┏━━

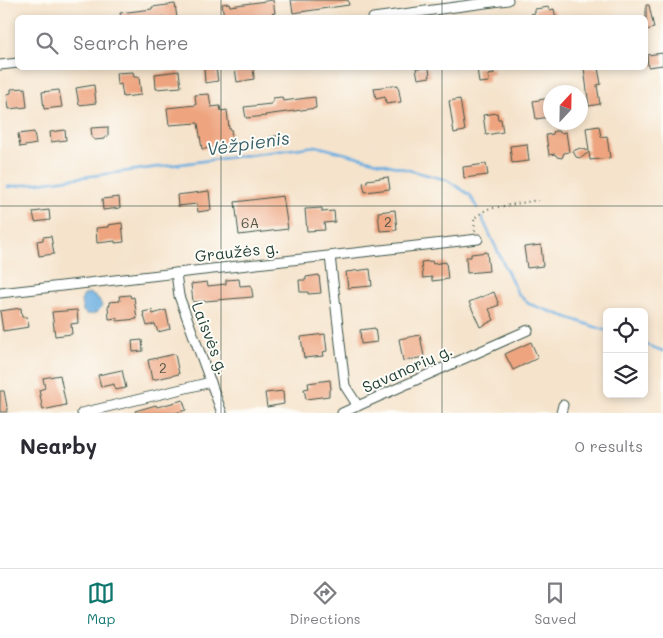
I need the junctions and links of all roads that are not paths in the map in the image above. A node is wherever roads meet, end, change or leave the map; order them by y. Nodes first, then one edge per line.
1 (508, 0) edge
2 (396, 15) edge
3 (15, 63) edge
4 (0, 65) edge
5 (478, 239) road end
6 (330, 256) junction
7 (176, 274) junction
8 (0, 293) edge
9 (528, 330) dead end
10 (211, 382) junction
11 (358, 406) junction
12 (82, 413) edge
13 (222, 413) edge
14 (342, 413) edge

1 - 2 street
3 - 4 street
5 - 6 street, Graužės g.
6 - 7 street, Graužės g.
6 - 11 street, Savanorių g.
7 - 8 street, Graužės g.
7 - 10 street, Laisvės g.
9 - 11 street, Savanorių g.
10 - 12 street
10 - 13 street, Laisvės g.
11 - 14 street

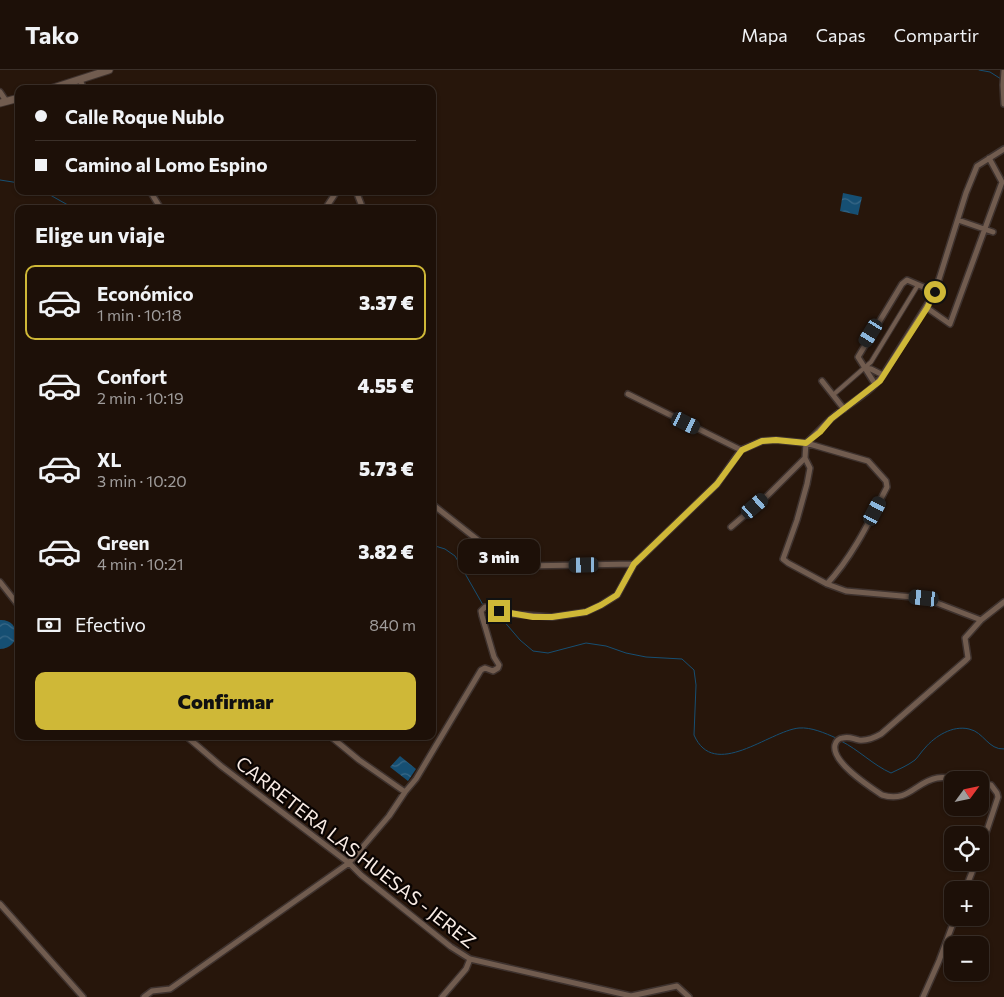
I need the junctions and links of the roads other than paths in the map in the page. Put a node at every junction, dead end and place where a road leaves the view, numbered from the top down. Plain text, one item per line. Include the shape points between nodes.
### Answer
1 (109, 70) edge
2 (1004, 71) edge
3 (1003, 77) edge
4 (80, 80) junction
5 (63, 85) edge
6 (82, 85) edge
7 (0, 92) edge
8 (3, 102) edge
9 (1004, 104) edge
10 (1004, 149) edge
11 (989, 158) junction
12 (958, 220) junction
13 (984, 229) junction
14 (993, 232) dead end
15 (918, 285) junction
16 (935, 292) junction
17 (927, 308) junction
18 (865, 368) junction
19 (884, 375) junction
20 (822, 381) dead end
21 (876, 384) junction
22 (628, 394) dead end
23 (833, 395) junction
24 (844, 409) junction
25 (806, 443) junction
26 (742, 450) junction
27 (805, 458) junction
28 (436, 507) edge
29 (731, 527) dead end
30 (634, 564) junction
31 (0, 582) edge
32 (827, 584) junction
33 (15, 601) edge
34 (1004, 602) edge
35 (981, 620) junction
36 (191, 740) edge
37 (335, 740) edge
38 (944, 778) edge
39 (989, 784) edge
40 (405, 792) junction
41 (988, 826) edge
42 (349, 863) junction
43 (0, 904) edge
44 (952, 926) edge
45 (470, 959) junction
46 (83, 997) edge
47 (144, 997) edge
48 (442, 997) edge
49 (689, 997) edge
50 (923, 997) edge

1 - 4 main road
2 - 3 street
3 - 9 street
4 - 5 main road
4 - 6 street
7 - 8 street
10 - 11 street
11 - 12 street via 977,166
11 - 13 street via 1002,182
12 - 13 street
12 - 16 street
13 - 14 street
13 - 17 street via 950,324
15 - 16 street
15 - 18 street
15 - 18 street via 907,280 902,284 859,354 859,361
16 - 17 street
17 - 19 street
18 - 19 street
18 - 21 street
18 - 23 street
19 - 21 street
20 - 23 street
21 - 24 street
22 - 26 street
23 - 24 street
24 - 25 street
25 - 26 street via 762,441
25 - 27 street
25 - 32 street via 868,461 886,481 887,487 839,571
26 - 30 street via 717,484
27 - 29 street
27 - 32 street via 810,468 807,484 783,558
28 - 30 street via 506,561 525,566
30 - 40 street via 617,595 586,612 533,617 482,608 498,668 493,671 485,668 476,676 446,731
31 - 33 street
32 - 35 street via 846,591 924,598
34 - 35 street
35 - 38 street via 965,638 968,658 895,722 873,739 843,738 834,746 846,767 882,795 901,797 938,778
36 - 42 street, CARRETERA LAS HUESAS - JEREZ
37 - 40 street
39 - 41 street via 998,797
40 - 42 street
42 - 45 street, CARRETERA LAS HUESAS - JEREZ
42 - 47 street via 170,989 152,991
43 - 46 street
44 - 50 street
45 - 48 street
45 - 49 street, CARRETERA LAS HUESAS - JEREZ via 631,996 675,985

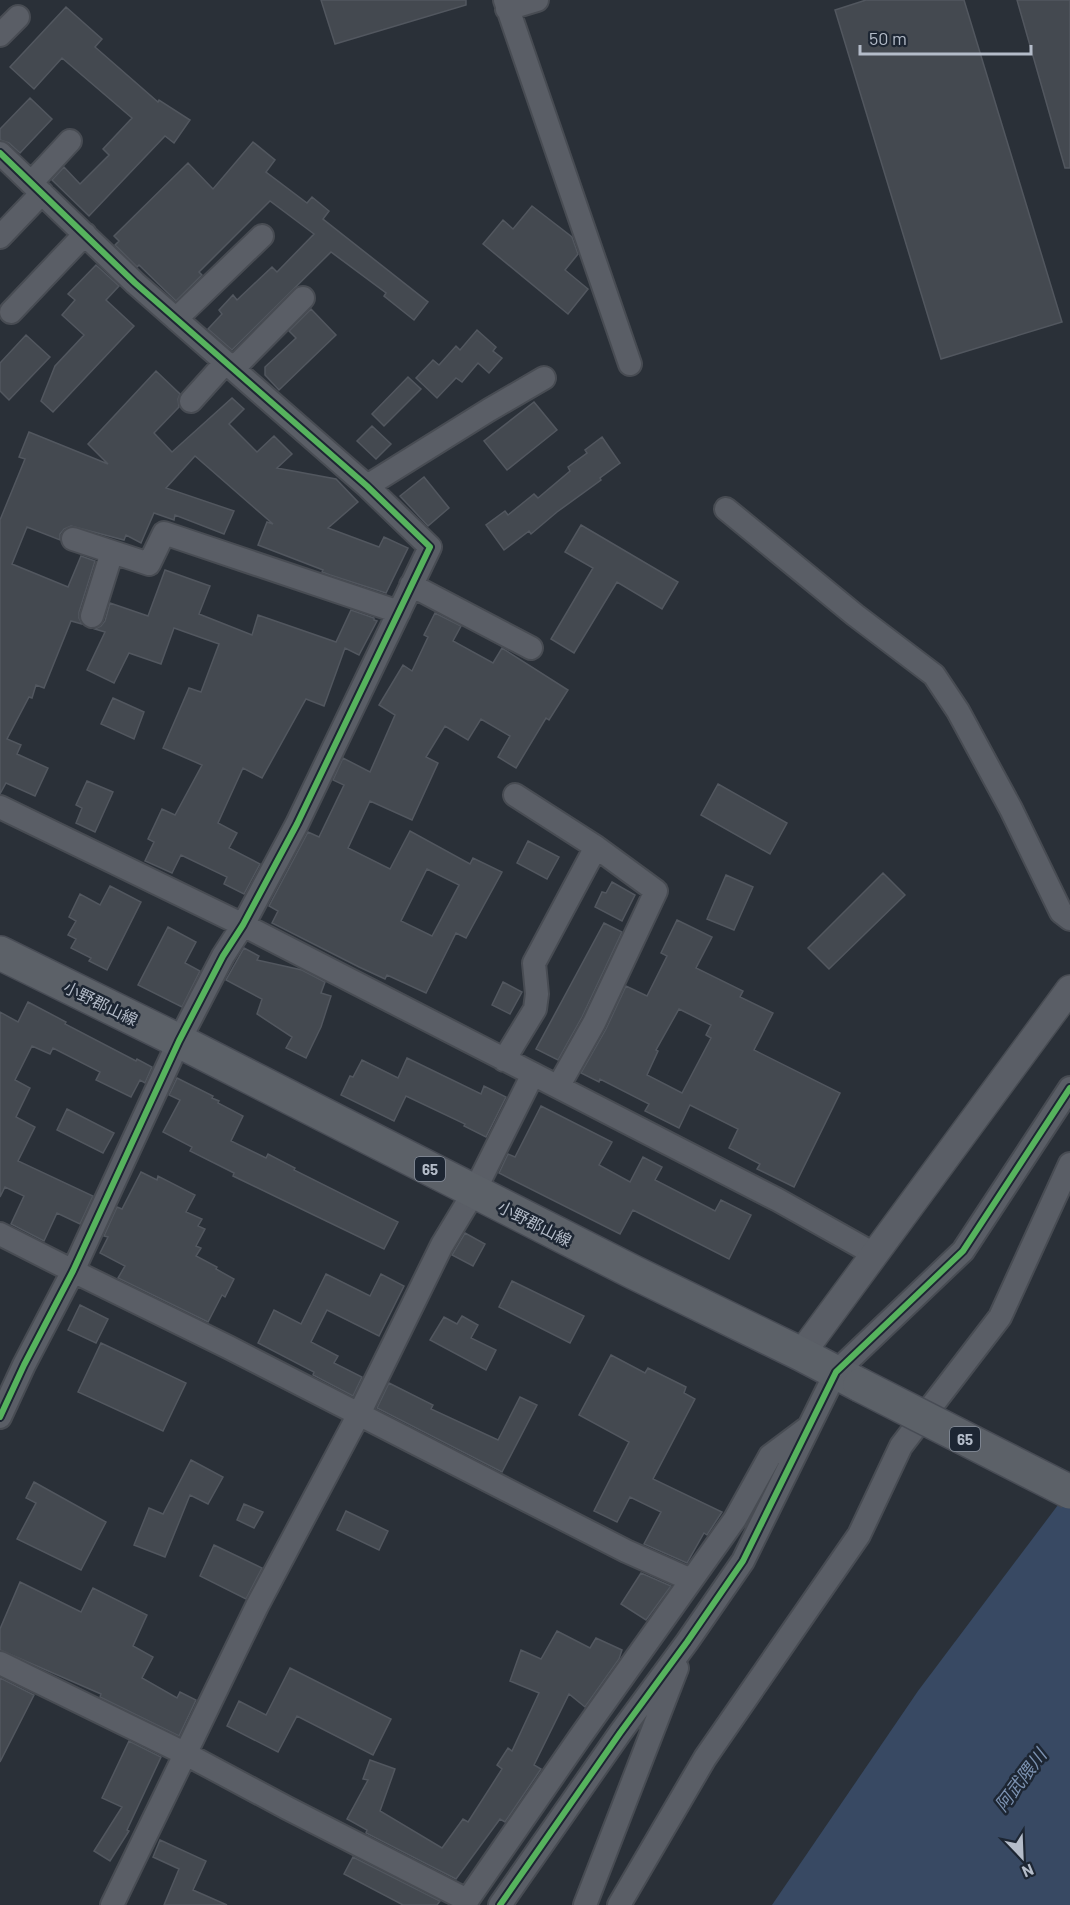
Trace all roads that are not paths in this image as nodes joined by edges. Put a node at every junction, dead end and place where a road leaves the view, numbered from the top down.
1 (537, 0) edge
2 (506, 4) edge
3 (18, 17) dead end
4 (0, 35) edge
5 (70, 141) dead end
6 (0, 153) edge
7 (37, 188) junction
8 (85, 234) junction
9 (262, 236) dead end
10 (0, 237) edge
11 (303, 298) dead end
12 (11, 312) dead end
13 (176, 319) junction
14 (630, 364) dead end
15 (230, 365) junction
16 (544, 378) dead end
17 (191, 401) dead end
18 (367, 486) junction
19 (726, 509) dead end
20 (73, 539) dead end
21 (112, 552) junction
22 (411, 585) junction
23 (399, 612) junction
24 (92, 616) dead end
25 (531, 648) dead end
26 (515, 795) dead end
27 (0, 807) edge
28 (596, 847) junction
29 (1070, 919) edge
30 (243, 925) junction
31 (0, 952) edge
32 (1070, 989) edge
33 (179, 1041) junction
34 (504, 1060) junction
35 (532, 1074) junction
36 (558, 1087) junction
37 (1070, 1088) edge
38 (1070, 1164) edge
39 (474, 1192) junction
40 (0, 1234) edge
41 (874, 1254) junction
42 (73, 1271) junction
43 (801, 1354) junction
44 (848, 1378) junction
45 (359, 1414) junction
46 (0, 1417) edge
47 (810, 1427) junction
48 (1070, 1492) edge
49 (691, 1580) junction
50 (687, 1642) junction
51 (0, 1663) edge
52 (186, 1754) junction
53 (466, 1903) edge
54 (112, 1905) edge
55 (500, 1905) edge
56 (585, 1905) edge
57 (619, 1905) edge

1 - 2 street
2 - 14 street
3 - 4 street
5 - 7 street
6 - 7 street
7 - 8 street
7 - 10 street
8 - 12 street
8 - 13 street
9 - 13 street
11 - 15 street
13 - 15 street
15 - 17 street
15 - 18 street
16 - 18 street
18 - 22 street
19 - 29 street
20 - 21 street
21 - 23 street
21 - 24 street
22 - 23 street
22 - 25 street
23 - 30 street
26 - 28 street
27 - 30 street
28 - 34 street
28 - 36 street
30 - 33 street
30 - 34 street
31 - 33 main road, 小野郡山線 / 65
32 - 41 street
33 - 39 main road, 小野郡山線 / 65
33 - 42 street
34 - 35 street
35 - 36 street
35 - 39 street
36 - 41 street
37 - 44 street
38 - 57 street
39 - 43 main road, 小野郡山線 / 65
39 - 45 street
40 - 42 street
41 - 43 street
42 - 45 street
42 - 46 street
43 - 44 main road, 小野郡山線 / 65
44 - 47 street
44 - 48 main road, 小野郡山線 / 65, bridge
45 - 49 street
45 - 52 street
47 - 49 street
47 - 50 street
49 - 53 street
50 - 55 street
50 - 56 street
51 - 52 street
52 - 53 street
52 - 54 street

┗━━

▶ **Task objective**
Show all lines above that contain "image".

▶ **Answer space**
I need the junctions and links of all roads that are not paths in the map in the image above. A node is wherever roads meet, end, change or leave the map; order them by y. Nodes first, then one edge per line.
Trace all roads that are not paths in this image as nodes joined by edges. Put a node at every junction, dead end and place where a road leaves the view, numbered from the top down.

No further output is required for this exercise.